The Hyd roller cam offers good performance, low maintenence but comes at a price as well. It's very RPM limited and Valve spring pressure can't be very high and that causes drop off of High RPM. In most cases by the time a Hyd roller cam with the right springs is done below 6700rpm. The first set of Valve springs I had in mime dropped off at 6200 rpm. I swapped out the springs to a set of behive Comp springs made for Big chevys, swapped out the rockers for something lighter on the valve and picked up another 500 rpm. While it will spin past 7000 it falls off so bad at 6700 that it's useless to go farther. I could throw in a solid lifter flat tappet cam and it wouldn't stop spinning until the rods go on vacation.

Suffice to say every type of cam has a differant type of ramp profile. I knew that and tried to explain to you how it works. I would invite you to challange my train of thought because even at my old age I'm a dog that can learn a new trick.

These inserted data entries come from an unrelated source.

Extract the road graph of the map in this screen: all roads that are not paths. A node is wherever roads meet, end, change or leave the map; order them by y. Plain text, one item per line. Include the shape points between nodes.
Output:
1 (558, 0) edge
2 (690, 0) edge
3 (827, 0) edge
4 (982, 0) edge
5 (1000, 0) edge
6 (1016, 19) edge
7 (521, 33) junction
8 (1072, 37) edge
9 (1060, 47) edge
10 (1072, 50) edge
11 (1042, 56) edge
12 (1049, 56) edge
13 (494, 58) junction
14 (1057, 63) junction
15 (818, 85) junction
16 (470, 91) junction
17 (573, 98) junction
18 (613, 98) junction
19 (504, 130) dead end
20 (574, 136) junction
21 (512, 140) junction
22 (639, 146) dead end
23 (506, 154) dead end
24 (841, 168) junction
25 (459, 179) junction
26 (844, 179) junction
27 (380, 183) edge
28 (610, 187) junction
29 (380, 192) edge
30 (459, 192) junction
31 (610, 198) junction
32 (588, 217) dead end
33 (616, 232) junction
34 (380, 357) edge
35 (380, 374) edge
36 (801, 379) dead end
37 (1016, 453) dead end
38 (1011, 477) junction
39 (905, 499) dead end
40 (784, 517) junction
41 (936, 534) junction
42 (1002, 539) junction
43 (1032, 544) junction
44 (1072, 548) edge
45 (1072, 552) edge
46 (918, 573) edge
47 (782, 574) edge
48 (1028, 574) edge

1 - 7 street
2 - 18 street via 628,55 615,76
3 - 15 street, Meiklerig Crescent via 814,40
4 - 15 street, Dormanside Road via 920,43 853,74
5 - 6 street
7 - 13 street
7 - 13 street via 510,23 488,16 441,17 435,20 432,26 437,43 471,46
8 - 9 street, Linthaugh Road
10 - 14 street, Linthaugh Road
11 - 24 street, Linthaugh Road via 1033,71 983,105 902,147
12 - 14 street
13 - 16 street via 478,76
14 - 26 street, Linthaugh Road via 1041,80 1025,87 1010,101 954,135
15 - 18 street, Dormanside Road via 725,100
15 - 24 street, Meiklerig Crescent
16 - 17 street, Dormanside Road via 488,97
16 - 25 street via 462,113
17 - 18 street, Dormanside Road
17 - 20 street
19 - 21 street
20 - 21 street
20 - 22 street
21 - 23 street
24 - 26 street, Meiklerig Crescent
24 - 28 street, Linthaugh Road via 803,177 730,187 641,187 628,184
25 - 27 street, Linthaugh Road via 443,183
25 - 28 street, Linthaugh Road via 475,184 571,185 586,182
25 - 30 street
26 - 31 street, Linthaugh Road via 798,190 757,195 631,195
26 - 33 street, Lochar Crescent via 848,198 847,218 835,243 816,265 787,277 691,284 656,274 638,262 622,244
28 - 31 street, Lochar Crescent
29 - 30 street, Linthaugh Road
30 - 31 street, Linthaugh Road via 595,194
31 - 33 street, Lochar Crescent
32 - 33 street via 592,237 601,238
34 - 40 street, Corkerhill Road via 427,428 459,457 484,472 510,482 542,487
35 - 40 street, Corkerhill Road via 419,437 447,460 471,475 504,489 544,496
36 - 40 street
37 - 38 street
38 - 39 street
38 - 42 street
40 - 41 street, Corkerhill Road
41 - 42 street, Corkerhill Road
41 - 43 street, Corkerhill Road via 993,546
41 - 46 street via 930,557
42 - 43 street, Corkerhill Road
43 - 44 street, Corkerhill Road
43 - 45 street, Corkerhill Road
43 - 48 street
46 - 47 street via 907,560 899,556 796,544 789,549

I can tell your a smart guy by telling me how wrong I was with no need to explain your point. I would hope that you would think enough of me and all you buddies here exactly your theory. I'm sitting on the edge of my seat waiting for your reply.

While I've made some real blunders in cam selection in the past and have a stack of old cams to prove it I've always exceeded my customers expectations on what they paid me for. Most of the blunders I made was back befor Hyd rollers and we would have sit down sessions and talk about it and then when it was ground it just wasn't what we thought it would be. It was never a case of the car wouldn't start but just a case of the engine didn't make power right where we wanted it to. But then again once in a while we hit upon something special and unexpected.

I'm retired now and sidelined due to some health problems and I just piddle around but I havn't lost my mind yet as you seem to think. i'm not rich and I don't have a yard full of 9 second street cars but I've built some pretty nice examples over the years. I fully expect my little Coupe to bust into the 9's (way up high) and it has one of those "My Grind" cams in it. It made 581 Hp at 6300 rpm and 499 lbs ft or torque at 4800 rpm. No Blower, No Nitrous just all motor with nothing exotic just some careful selection, good port work and one of those cams I had ground. Must have go lucky for a guy who doesn't know what I'm talking about. Please fill me in because I could use anothe 50 hp or so. That shouldn't be a problem for a guy of your caliber.